Хлопая друг друга по плечам, приятели шумно разговорились, вспоминая дорогу от Вильны до залива Куршей. И это-то знакомство сильно помогло Волчонку прибиться к новому товариществу.
За праздничной трапезой купцы степенно повели беседу.
Старший из них, Демьян, говорил неспешно, хитровато щуря глаза:
— Ты, Николай, уразумей одно: десять рублев, что ты нам предлагаешь, только с виду большие деньги. А на самом-то деле — тьфу. Ежели бы ты сам с этаким богатством торговлишку начинал, то только рублей на пять мог бы пеньки или конопли купить.

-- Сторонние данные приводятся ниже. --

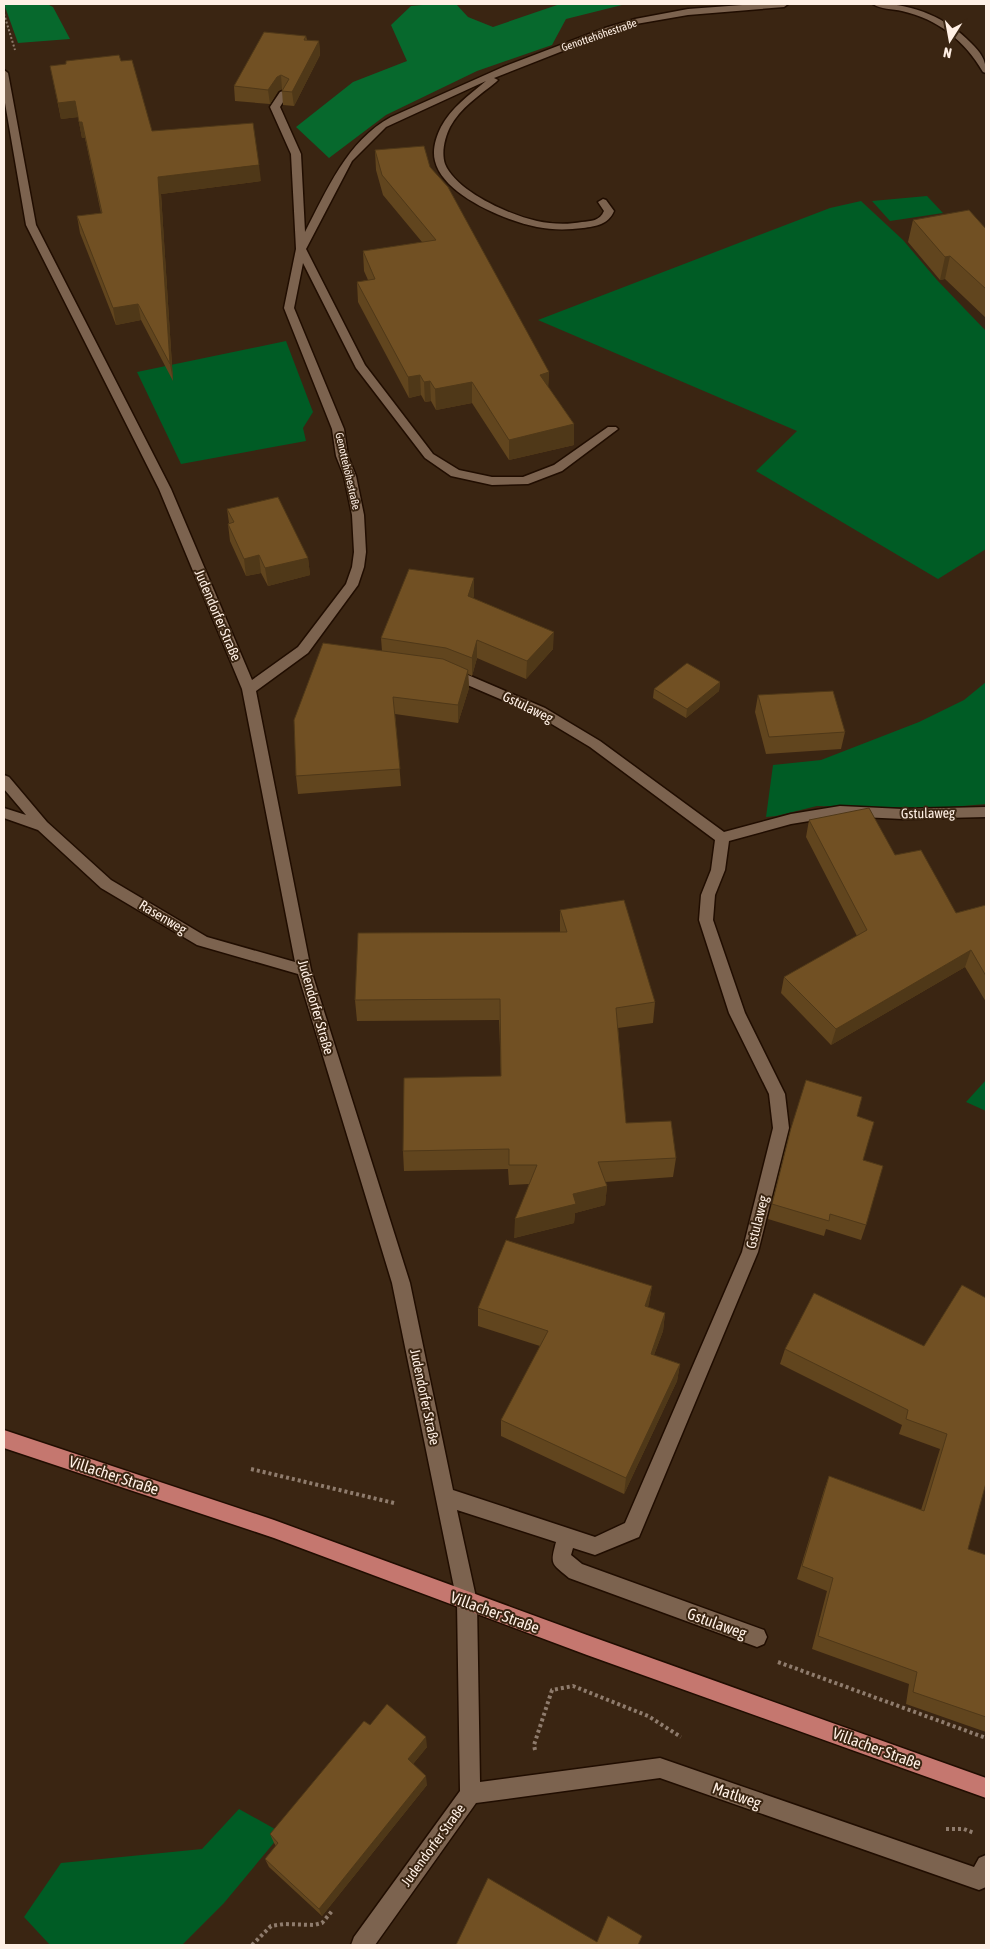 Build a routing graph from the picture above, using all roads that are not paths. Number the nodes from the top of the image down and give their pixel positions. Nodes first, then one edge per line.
1 (784, 4) edge
2 (878, 4) edge
3 (506, 69) junction
4 (986, 70) edge
5 (4, 73) edge
6 (283, 94) edge
7 (602, 202) dead end
8 (301, 249) junction
9 (612, 429) dead end
10 (303, 650) junction
11 (320, 653) edge
12 (438, 669) edge
13 (249, 689) junction
14 (4, 780) edge
15 (986, 812) edge
16 (4, 813) edge
17 (43, 826) junction
18 (722, 838) junction
19 (304, 970) junction
20 (4, 1438) edge
21 (446, 1497) junction
22 (567, 1537) junction
23 (467, 1602) junction
24 (757, 1637) dead end
25 (986, 1788) edge
26 (470, 1794) junction
27 (986, 1865) edge
28 (362, 1945) edge

1 - 3 street, Genottehöhestraße
2 - 4 street
3 - 7 street, Genottehöhestraße
3 - 8 street, Genottehöhestraße
5 - 13 street, Judendorfer Straße
6 - 8 street, Genottehöhestraße
8 - 9 street, Genottehöhestraße
8 - 10 street, Genottehöhestraße
10 - 11 street
10 - 13 street, Genottehöhestraße
12 - 18 street, Gstulaweg
13 - 19 street, Judendorfer Straße
14 - 17 street, Rasenweg
15 - 18 street, Gstulaweg
16 - 17 street, Rasenweg
17 - 19 street, Rasenweg
18 - 22 street, Gstulaweg
19 - 21 street, Judendorfer Straße
20 - 23 main road, Villacher Straße
21 - 22 street, Gstulaweg
21 - 23 street, Judendorfer Straße
22 - 24 street, Gstulaweg
23 - 25 main road, Villacher Straße
23 - 26 street, Judendorfer Straße
26 - 27 street, Matlweg
26 - 28 street, Judendorfer Straße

А на остальное надо было бы тебе коней приобресть, подводы сладить, возчиков нанять да в дороге многие подати платить: весчее, мостовое, подорожное, ямское, побережное, вот и обернулись бы твои десять рублей любою половиной.
— Это если не пограбят да не позорят, да Бог на торгу милостью не обойдет и какой-никакой барыш даст, — вступил в разговор товарищ Демьяна — Лука. — А ежели цена не построится, то вместо прибытку будут у тебя одни протори.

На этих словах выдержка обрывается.